**INFORMATION PROVIDED:**
▼
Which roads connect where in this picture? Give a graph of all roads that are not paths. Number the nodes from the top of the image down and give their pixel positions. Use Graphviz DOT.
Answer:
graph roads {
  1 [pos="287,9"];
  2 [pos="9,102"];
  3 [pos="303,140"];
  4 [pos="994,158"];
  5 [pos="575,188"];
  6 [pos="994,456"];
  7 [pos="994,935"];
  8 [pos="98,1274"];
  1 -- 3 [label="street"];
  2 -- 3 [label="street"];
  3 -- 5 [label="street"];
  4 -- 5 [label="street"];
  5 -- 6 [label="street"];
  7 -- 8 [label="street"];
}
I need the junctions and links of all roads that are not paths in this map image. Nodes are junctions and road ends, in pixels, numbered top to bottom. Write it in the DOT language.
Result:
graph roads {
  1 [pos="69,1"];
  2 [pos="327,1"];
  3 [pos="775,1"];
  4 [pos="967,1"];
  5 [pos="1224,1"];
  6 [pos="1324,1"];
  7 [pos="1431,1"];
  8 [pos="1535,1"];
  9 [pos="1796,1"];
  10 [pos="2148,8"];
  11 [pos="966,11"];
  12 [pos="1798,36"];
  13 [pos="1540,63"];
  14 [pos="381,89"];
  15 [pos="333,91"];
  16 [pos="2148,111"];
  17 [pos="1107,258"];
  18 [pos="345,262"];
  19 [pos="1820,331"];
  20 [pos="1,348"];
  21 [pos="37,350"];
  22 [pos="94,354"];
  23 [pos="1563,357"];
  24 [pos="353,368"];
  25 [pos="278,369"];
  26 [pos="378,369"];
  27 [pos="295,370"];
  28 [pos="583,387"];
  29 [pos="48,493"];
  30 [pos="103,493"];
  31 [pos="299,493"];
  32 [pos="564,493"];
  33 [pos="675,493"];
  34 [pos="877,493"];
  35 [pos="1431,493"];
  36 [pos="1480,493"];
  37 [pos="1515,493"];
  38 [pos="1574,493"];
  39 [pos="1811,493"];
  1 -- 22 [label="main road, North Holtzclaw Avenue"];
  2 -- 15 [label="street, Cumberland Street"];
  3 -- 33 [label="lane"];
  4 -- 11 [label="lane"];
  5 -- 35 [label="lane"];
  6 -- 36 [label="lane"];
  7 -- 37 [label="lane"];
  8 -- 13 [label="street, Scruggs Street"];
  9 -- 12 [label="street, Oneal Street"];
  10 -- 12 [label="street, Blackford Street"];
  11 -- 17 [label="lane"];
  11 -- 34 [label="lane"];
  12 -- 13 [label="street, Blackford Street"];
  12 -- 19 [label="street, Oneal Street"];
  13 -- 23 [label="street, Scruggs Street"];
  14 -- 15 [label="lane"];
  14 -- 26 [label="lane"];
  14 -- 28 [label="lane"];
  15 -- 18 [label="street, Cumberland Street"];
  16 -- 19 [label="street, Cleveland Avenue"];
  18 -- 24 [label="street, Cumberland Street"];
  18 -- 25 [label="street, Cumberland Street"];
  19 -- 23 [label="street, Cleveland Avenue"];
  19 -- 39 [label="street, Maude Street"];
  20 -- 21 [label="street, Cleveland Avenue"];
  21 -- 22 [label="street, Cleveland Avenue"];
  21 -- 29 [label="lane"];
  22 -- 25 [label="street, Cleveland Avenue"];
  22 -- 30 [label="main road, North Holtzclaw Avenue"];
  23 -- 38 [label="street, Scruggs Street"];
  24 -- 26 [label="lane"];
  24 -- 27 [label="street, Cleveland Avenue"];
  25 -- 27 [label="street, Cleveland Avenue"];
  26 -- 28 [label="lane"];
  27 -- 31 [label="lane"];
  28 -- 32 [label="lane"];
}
▲
▼
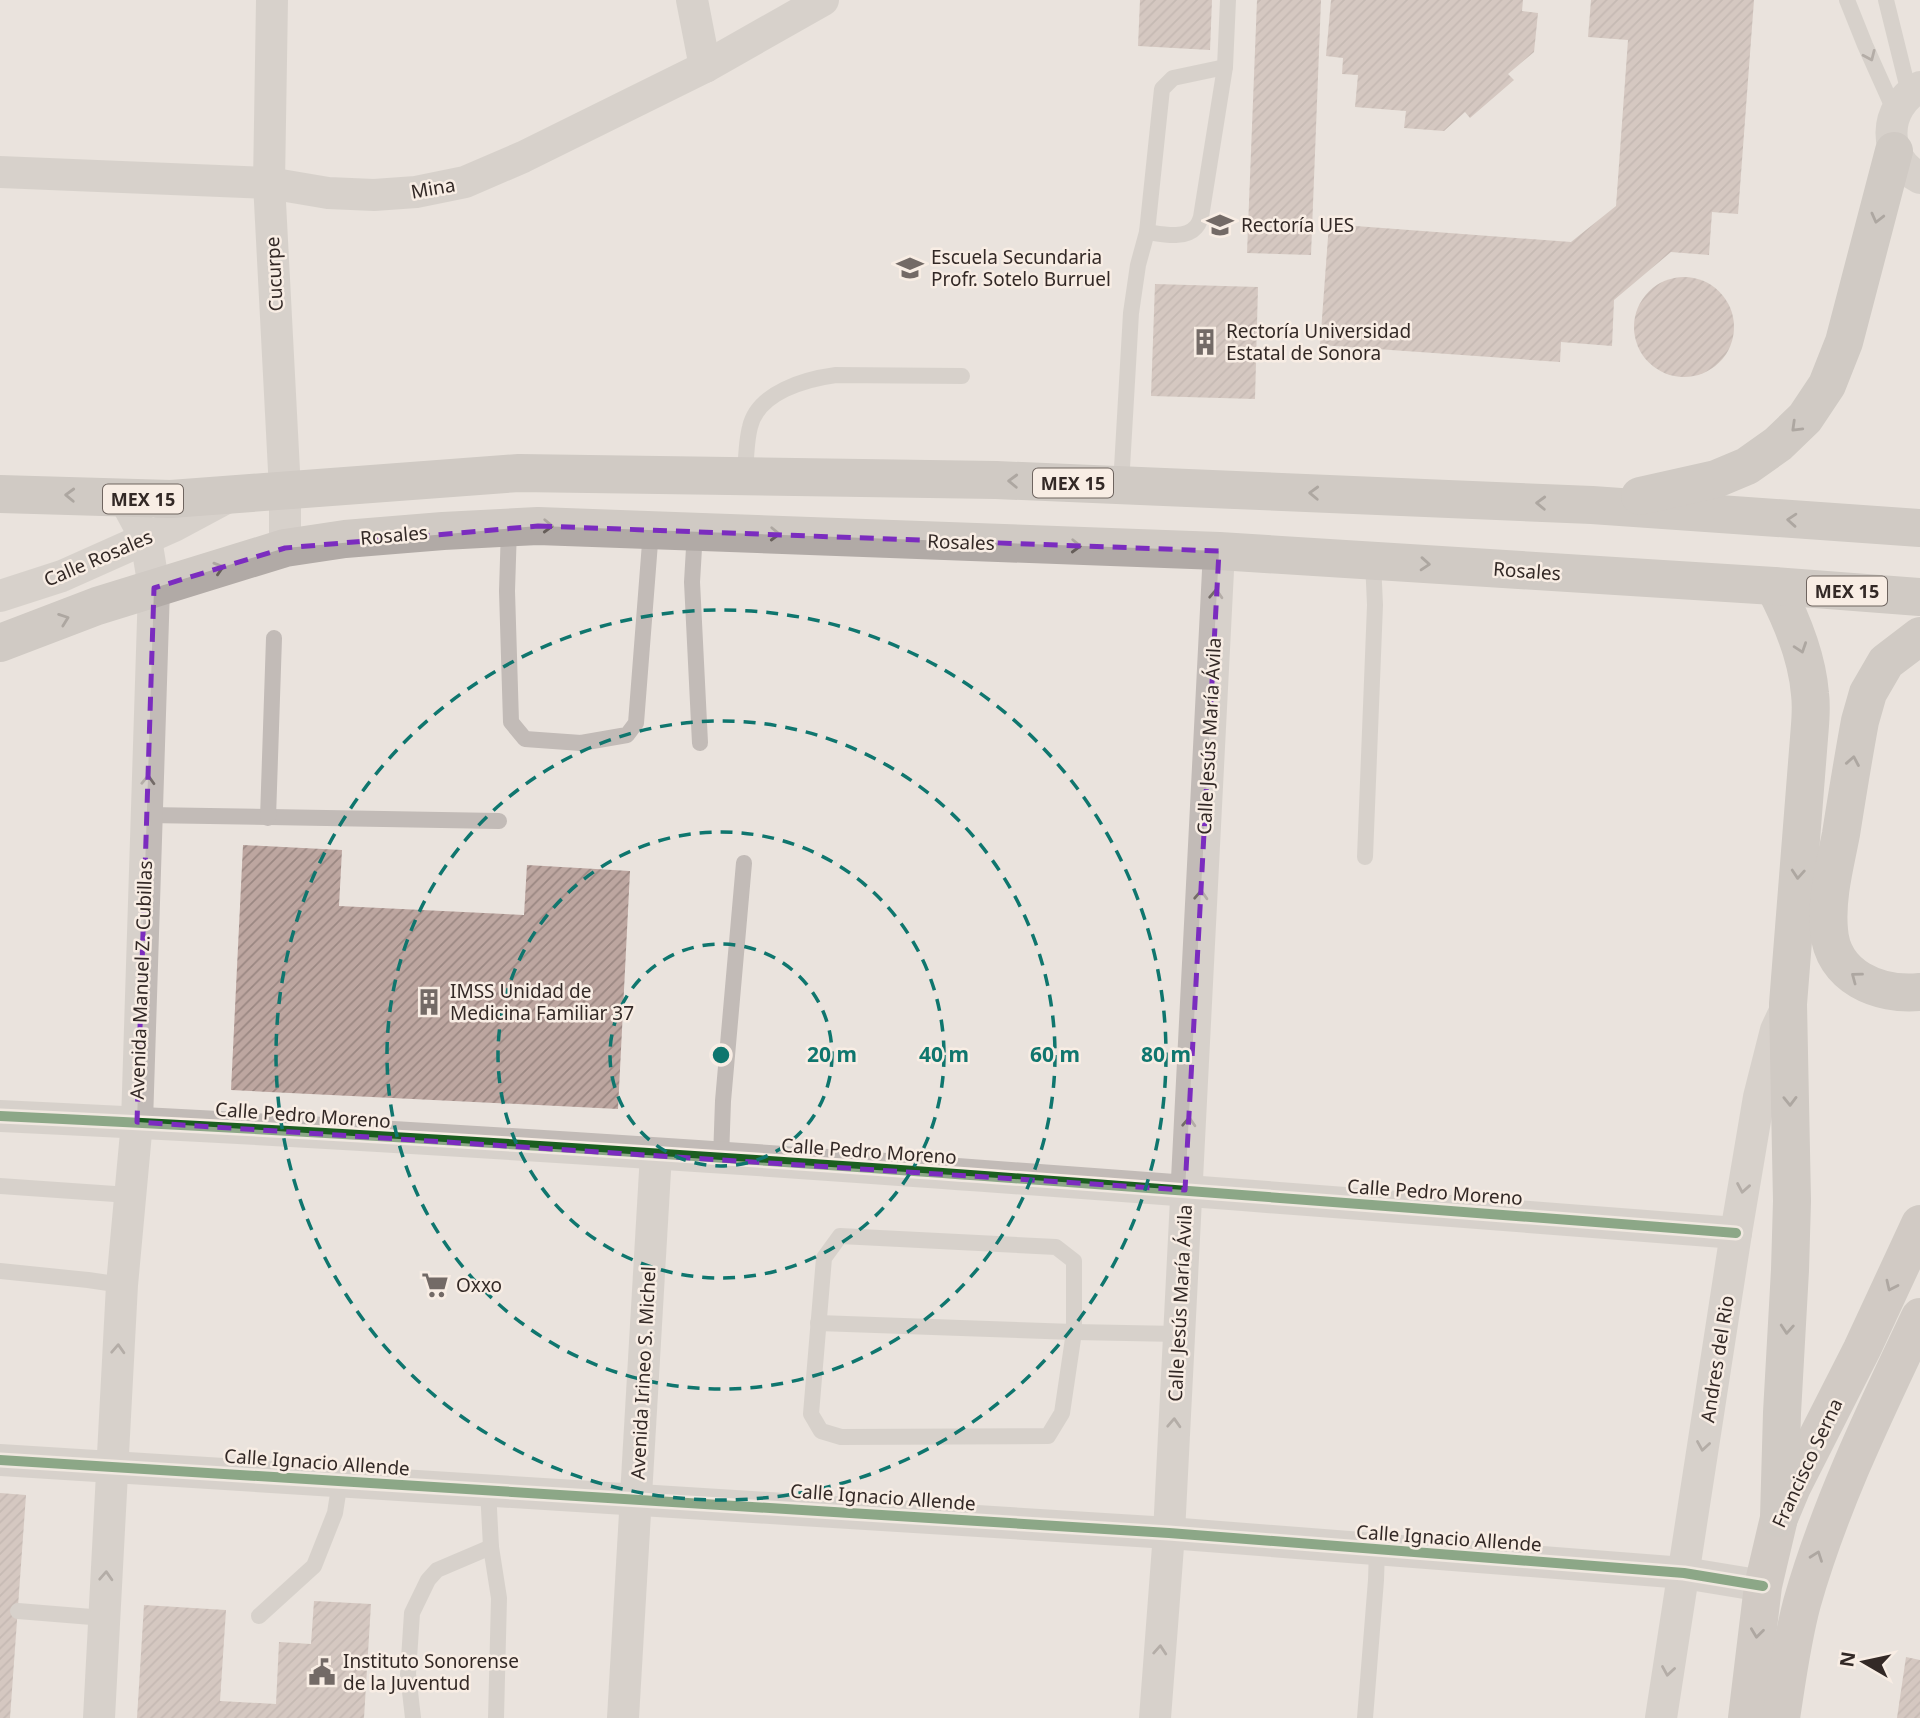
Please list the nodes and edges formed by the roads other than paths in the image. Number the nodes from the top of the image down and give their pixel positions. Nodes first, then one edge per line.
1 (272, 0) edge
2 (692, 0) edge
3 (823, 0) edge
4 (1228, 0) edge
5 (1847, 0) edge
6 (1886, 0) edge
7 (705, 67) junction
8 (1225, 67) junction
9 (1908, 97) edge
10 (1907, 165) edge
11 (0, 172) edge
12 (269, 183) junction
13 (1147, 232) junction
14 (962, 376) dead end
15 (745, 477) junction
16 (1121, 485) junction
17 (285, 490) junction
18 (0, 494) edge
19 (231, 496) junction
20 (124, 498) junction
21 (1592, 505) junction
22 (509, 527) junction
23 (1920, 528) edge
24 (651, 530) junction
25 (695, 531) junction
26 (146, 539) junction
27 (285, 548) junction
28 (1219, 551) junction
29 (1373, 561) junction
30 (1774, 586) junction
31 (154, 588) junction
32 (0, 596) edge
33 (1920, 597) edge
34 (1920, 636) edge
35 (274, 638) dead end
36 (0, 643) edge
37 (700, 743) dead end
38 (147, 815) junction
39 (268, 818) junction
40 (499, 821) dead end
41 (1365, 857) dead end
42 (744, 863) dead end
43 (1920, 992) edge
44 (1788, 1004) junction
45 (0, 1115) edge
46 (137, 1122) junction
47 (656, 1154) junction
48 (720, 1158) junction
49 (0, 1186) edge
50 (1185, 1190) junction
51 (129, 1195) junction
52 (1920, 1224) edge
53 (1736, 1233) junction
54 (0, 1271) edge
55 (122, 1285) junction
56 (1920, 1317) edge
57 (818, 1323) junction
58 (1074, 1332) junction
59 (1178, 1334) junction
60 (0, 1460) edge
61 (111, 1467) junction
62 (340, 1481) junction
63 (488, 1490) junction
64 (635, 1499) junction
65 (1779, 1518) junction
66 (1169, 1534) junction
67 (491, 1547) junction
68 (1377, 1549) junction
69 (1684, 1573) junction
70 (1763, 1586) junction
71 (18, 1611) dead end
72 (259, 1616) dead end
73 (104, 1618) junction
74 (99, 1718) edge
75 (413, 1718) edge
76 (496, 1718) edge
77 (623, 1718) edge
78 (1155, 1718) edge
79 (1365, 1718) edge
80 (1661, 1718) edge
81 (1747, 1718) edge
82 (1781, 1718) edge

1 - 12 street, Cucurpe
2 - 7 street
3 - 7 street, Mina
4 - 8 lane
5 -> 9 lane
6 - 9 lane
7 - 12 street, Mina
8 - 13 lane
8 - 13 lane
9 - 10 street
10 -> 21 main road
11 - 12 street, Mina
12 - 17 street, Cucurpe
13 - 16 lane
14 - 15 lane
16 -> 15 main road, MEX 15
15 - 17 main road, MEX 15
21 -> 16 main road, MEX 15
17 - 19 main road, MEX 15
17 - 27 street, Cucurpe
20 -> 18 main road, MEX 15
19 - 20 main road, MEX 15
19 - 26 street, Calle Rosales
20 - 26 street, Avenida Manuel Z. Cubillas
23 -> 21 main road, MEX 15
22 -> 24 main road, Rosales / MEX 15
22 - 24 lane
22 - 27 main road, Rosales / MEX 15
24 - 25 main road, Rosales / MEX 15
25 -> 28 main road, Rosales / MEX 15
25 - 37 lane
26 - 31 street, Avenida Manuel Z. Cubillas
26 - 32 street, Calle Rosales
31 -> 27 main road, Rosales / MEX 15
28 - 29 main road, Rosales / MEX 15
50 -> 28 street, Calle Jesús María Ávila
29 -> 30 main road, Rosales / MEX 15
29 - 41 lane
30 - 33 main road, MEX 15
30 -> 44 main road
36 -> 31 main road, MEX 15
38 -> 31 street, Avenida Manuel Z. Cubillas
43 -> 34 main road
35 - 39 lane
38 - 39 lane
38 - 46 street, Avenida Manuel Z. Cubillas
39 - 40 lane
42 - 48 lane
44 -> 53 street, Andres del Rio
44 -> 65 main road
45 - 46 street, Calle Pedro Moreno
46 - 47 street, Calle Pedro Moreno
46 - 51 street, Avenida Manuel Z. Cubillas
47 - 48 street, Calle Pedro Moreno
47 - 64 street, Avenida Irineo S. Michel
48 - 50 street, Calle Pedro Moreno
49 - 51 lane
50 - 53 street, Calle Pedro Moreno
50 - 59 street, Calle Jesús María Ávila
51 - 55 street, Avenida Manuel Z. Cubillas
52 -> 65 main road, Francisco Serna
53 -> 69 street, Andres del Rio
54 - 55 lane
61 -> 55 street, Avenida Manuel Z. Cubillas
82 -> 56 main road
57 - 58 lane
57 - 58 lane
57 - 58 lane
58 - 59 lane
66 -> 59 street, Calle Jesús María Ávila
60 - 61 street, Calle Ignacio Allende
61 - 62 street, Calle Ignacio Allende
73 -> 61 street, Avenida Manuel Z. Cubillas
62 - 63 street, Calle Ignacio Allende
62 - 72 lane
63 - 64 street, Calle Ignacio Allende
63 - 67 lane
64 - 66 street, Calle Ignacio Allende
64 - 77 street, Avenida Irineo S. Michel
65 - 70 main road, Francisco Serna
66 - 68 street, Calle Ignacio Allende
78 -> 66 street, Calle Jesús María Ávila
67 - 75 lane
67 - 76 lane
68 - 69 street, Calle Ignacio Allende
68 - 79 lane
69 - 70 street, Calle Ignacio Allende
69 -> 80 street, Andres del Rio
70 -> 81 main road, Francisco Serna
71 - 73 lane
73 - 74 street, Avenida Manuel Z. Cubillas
▲
**WHAT TO WORK ON:**
What is needed is every line of the records that contains the word "María".

**WRITTEN ANSWER:**
50 -> 28 street, Calle Jesús María Ávila
50 - 59 street, Calle Jesús María Ávila
66 -> 59 street, Calle Jesús María Ávila
78 -> 66 street, Calle Jesús María Ávila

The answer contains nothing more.